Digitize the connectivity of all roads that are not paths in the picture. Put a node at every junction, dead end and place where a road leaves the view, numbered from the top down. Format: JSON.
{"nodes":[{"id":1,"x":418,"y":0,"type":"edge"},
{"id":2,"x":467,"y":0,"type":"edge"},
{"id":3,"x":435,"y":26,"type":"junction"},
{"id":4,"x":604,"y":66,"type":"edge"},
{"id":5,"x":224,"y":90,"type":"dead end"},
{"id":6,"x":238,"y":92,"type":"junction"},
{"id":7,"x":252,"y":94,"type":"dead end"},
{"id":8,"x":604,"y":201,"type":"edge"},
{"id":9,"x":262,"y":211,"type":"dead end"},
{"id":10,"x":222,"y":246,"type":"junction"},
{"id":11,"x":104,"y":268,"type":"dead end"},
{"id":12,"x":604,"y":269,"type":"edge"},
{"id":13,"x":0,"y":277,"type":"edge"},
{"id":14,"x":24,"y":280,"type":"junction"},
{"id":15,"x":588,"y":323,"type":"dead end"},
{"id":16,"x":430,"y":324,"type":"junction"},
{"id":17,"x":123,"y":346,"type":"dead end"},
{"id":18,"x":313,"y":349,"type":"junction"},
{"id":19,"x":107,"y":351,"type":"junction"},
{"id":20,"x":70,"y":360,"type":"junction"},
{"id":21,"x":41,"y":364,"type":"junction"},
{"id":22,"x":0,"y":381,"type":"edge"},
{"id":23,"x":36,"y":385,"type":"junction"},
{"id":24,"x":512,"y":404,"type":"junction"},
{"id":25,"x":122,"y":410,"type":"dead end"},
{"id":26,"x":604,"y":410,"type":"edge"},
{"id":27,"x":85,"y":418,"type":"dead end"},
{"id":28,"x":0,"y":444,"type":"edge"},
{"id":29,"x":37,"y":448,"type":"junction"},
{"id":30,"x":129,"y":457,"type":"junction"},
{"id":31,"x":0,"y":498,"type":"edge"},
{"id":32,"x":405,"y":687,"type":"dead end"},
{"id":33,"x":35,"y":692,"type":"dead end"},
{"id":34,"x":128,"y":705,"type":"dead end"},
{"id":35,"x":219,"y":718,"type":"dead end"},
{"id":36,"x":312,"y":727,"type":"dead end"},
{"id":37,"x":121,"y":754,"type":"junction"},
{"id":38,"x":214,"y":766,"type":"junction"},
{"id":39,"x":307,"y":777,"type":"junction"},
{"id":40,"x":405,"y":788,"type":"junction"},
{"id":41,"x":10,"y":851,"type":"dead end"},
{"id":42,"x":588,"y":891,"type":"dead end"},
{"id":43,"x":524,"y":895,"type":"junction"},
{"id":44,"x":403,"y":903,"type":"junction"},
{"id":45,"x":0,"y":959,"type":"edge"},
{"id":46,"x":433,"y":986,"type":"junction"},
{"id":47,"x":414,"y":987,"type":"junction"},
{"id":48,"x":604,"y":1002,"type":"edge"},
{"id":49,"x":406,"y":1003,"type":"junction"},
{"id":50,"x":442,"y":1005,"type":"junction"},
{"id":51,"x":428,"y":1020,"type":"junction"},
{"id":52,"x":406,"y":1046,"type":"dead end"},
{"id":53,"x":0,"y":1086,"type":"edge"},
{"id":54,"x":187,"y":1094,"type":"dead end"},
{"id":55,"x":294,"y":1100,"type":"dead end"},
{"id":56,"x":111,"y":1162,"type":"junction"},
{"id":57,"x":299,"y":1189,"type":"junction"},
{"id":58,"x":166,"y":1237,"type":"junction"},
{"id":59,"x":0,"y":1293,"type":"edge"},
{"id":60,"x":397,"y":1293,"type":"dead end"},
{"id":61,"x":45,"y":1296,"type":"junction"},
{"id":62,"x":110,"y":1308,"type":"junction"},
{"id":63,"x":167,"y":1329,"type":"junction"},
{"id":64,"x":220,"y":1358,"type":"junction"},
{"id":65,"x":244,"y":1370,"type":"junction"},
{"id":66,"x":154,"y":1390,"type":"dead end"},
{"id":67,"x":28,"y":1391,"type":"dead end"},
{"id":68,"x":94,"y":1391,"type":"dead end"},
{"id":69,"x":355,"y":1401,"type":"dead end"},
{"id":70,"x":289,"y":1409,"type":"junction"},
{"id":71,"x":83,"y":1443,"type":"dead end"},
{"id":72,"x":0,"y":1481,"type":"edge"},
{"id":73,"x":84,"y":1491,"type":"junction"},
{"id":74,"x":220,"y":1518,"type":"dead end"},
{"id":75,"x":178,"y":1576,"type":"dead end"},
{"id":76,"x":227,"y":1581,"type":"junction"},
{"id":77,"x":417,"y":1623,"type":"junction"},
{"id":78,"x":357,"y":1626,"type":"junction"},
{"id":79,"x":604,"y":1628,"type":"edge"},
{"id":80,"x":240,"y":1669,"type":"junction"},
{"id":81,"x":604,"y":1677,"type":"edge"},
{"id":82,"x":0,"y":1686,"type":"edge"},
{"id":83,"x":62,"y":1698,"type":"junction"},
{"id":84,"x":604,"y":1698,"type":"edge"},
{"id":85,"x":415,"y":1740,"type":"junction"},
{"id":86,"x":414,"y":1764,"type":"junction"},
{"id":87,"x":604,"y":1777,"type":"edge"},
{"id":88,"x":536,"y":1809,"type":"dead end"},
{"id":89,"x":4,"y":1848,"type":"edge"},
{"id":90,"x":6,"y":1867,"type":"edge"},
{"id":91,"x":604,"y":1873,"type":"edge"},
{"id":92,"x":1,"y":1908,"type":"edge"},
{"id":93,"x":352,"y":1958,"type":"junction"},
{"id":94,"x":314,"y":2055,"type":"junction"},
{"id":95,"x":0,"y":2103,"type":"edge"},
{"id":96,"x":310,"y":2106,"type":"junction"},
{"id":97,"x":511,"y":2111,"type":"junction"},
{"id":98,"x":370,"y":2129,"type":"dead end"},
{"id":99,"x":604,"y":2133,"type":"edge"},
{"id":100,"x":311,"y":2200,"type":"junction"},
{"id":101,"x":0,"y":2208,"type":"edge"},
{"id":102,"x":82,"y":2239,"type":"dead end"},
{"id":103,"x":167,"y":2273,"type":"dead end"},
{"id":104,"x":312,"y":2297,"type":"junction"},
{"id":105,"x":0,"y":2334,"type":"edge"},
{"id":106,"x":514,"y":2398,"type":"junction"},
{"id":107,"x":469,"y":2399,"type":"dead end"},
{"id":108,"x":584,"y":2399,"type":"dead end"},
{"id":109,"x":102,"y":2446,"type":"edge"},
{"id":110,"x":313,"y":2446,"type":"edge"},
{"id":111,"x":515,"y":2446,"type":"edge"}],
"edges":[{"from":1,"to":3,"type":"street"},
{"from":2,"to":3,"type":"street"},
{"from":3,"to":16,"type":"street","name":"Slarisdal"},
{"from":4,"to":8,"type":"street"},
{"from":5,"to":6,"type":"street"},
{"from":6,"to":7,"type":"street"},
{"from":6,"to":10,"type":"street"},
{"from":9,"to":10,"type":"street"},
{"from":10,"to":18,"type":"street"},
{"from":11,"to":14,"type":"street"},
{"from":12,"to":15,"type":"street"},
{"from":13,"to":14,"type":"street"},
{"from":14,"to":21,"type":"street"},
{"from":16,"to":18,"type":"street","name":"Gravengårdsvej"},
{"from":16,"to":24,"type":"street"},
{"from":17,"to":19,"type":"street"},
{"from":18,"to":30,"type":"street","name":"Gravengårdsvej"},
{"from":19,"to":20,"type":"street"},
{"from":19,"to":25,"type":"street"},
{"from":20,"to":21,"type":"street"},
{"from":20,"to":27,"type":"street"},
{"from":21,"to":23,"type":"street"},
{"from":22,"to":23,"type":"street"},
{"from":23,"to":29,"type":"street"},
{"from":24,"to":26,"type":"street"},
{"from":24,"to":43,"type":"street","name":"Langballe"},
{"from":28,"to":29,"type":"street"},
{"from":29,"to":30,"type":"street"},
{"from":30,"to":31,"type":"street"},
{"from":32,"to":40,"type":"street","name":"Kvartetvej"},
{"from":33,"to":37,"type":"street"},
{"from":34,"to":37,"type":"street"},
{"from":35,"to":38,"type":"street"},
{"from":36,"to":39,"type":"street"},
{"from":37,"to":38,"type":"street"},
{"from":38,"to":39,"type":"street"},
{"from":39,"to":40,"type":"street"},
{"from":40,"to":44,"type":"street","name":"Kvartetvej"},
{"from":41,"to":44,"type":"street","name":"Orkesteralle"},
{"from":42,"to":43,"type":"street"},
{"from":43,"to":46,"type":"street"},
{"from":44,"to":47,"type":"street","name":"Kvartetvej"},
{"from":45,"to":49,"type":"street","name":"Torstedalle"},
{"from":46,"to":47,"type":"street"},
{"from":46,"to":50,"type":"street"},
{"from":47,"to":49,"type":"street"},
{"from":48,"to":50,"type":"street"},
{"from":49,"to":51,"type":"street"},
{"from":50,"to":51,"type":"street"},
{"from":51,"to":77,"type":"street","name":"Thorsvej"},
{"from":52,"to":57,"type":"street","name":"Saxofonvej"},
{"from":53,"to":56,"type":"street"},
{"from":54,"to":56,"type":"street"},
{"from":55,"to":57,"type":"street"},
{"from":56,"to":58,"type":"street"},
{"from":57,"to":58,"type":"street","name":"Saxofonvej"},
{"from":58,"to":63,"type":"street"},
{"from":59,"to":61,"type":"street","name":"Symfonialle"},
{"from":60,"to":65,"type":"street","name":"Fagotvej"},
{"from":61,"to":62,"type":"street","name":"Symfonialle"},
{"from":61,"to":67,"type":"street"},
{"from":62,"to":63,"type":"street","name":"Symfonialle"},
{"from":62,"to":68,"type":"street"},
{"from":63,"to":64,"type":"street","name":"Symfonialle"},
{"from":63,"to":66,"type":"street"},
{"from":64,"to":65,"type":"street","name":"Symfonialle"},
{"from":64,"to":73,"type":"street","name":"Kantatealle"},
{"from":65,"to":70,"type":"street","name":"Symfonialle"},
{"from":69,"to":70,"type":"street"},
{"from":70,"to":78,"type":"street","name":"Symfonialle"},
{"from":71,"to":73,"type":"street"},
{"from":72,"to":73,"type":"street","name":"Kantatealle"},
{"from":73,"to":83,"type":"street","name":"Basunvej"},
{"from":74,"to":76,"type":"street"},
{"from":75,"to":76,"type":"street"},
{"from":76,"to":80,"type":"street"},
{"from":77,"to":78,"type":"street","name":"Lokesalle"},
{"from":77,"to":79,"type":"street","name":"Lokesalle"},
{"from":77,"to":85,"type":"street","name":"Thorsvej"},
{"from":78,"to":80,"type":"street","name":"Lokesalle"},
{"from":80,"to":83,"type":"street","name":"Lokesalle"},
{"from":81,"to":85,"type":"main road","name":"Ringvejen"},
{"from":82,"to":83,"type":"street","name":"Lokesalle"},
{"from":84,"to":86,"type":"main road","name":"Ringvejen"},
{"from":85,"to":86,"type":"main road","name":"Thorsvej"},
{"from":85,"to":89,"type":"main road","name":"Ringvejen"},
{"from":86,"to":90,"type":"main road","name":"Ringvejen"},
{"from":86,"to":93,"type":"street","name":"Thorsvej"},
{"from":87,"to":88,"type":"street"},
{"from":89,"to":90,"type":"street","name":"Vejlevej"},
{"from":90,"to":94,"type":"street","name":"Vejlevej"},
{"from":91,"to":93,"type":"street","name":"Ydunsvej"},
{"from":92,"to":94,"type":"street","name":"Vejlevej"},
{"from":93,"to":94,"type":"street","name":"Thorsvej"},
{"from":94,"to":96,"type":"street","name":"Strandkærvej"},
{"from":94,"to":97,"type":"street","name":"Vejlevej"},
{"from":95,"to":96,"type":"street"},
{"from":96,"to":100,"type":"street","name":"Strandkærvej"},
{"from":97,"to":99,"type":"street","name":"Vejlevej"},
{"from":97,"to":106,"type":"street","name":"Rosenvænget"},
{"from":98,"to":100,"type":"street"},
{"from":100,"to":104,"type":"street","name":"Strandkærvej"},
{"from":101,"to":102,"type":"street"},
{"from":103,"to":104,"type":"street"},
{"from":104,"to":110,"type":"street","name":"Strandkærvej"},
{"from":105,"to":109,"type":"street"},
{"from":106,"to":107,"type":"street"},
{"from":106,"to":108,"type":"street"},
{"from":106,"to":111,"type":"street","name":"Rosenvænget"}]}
▬▬▬▬▬▬
▶ TASK INSTRUCTIONS
Please tally the lines above that contain "Strandkærvej" and report nothing but the total.

▶ TASK SOLUTION
4